- [Items from a data source]
################
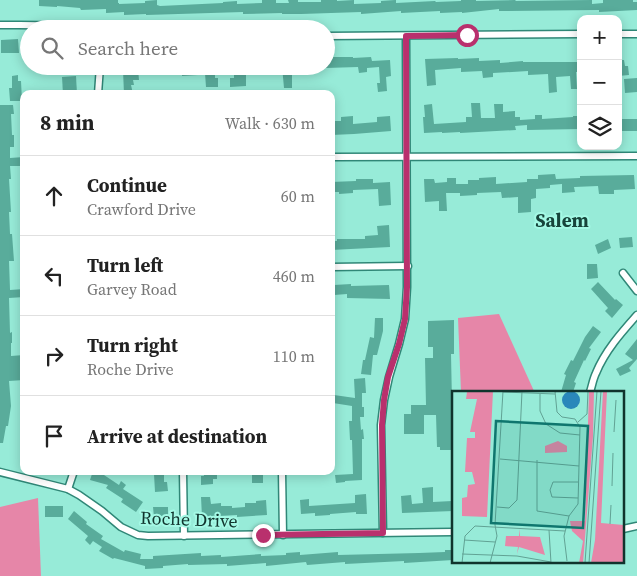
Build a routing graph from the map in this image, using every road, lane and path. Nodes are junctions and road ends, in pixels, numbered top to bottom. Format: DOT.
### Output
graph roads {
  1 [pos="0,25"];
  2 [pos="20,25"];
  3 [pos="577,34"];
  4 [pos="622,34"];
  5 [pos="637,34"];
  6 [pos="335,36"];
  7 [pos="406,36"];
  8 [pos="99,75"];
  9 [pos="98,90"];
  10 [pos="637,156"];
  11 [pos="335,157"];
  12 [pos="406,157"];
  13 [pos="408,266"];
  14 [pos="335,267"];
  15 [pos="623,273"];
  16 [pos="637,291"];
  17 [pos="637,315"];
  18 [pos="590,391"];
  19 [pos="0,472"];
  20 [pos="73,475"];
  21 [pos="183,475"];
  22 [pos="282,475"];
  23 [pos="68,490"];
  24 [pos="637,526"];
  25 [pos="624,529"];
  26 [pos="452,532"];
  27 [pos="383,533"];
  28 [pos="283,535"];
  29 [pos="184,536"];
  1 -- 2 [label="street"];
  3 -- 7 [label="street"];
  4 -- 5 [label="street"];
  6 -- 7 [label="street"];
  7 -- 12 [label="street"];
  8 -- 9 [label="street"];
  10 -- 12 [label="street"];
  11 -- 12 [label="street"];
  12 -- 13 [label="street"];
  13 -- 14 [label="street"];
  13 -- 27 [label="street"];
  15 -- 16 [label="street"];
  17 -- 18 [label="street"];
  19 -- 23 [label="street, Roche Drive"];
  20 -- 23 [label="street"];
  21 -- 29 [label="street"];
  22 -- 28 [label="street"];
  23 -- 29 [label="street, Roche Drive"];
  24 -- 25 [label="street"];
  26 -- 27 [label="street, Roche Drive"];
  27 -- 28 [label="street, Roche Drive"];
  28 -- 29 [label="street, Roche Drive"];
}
################
- [Action item]
Transcribe the lines above exactly, setting aside any picture among them.

- [Solution to the problem]
Build a routing graph from the map in this image, using every road, lane and path. Nodes are junctions and road ends, in pixels, numbered top to bottom. Format: DOT.
### Output
graph roads {
  1 [pos="0,25"];
  2 [pos="20,25"];
  3 [pos="577,34"];
  4 [pos="622,34"];
  5 [pos="637,34"];
  6 [pos="335,36"];
  7 [pos="406,36"];
  8 [pos="99,75"];
  9 [pos="98,90"];
  10 [pos="637,156"];
  11 [pos="335,157"];
  12 [pos="406,157"];
  13 [pos="408,266"];
  14 [pos="335,267"];
  15 [pos="623,273"];
  16 [pos="637,291"];
  17 [pos="637,315"];
  18 [pos="590,391"];
  19 [pos="0,472"];
  20 [pos="73,475"];
  21 [pos="183,475"];
  22 [pos="282,475"];
  23 [pos="68,490"];
  24 [pos="637,526"];
  25 [pos="624,529"];
  26 [pos="452,532"];
  27 [pos="383,533"];
  28 [pos="283,535"];
  29 [pos="184,536"];
  1 -- 2 [label="street"];
  3 -- 7 [label="street"];
  4 -- 5 [label="street"];
  6 -- 7 [label="street"];
  7 -- 12 [label="street"];
  8 -- 9 [label="street"];
  10 -- 12 [label="street"];
  11 -- 12 [label="street"];
  12 -- 13 [label="street"];
  13 -- 14 [label="street"];
  13 -- 27 [label="street"];
  15 -- 16 [label="street"];
  17 -- 18 [label="street"];
  19 -- 23 [label="street, Roche Drive"];
  20 -- 23 [label="street"];
  21 -- 29 [label="street"];
  22 -- 28 [label="street"];
  23 -- 29 [label="street, Roche Drive"];
  24 -- 25 [label="street"];
  26 -- 27 [label="street, Roche Drive"];
  27 -- 28 [label="street, Roche Drive"];
  28 -- 29 [label="street, Roche Drive"];
}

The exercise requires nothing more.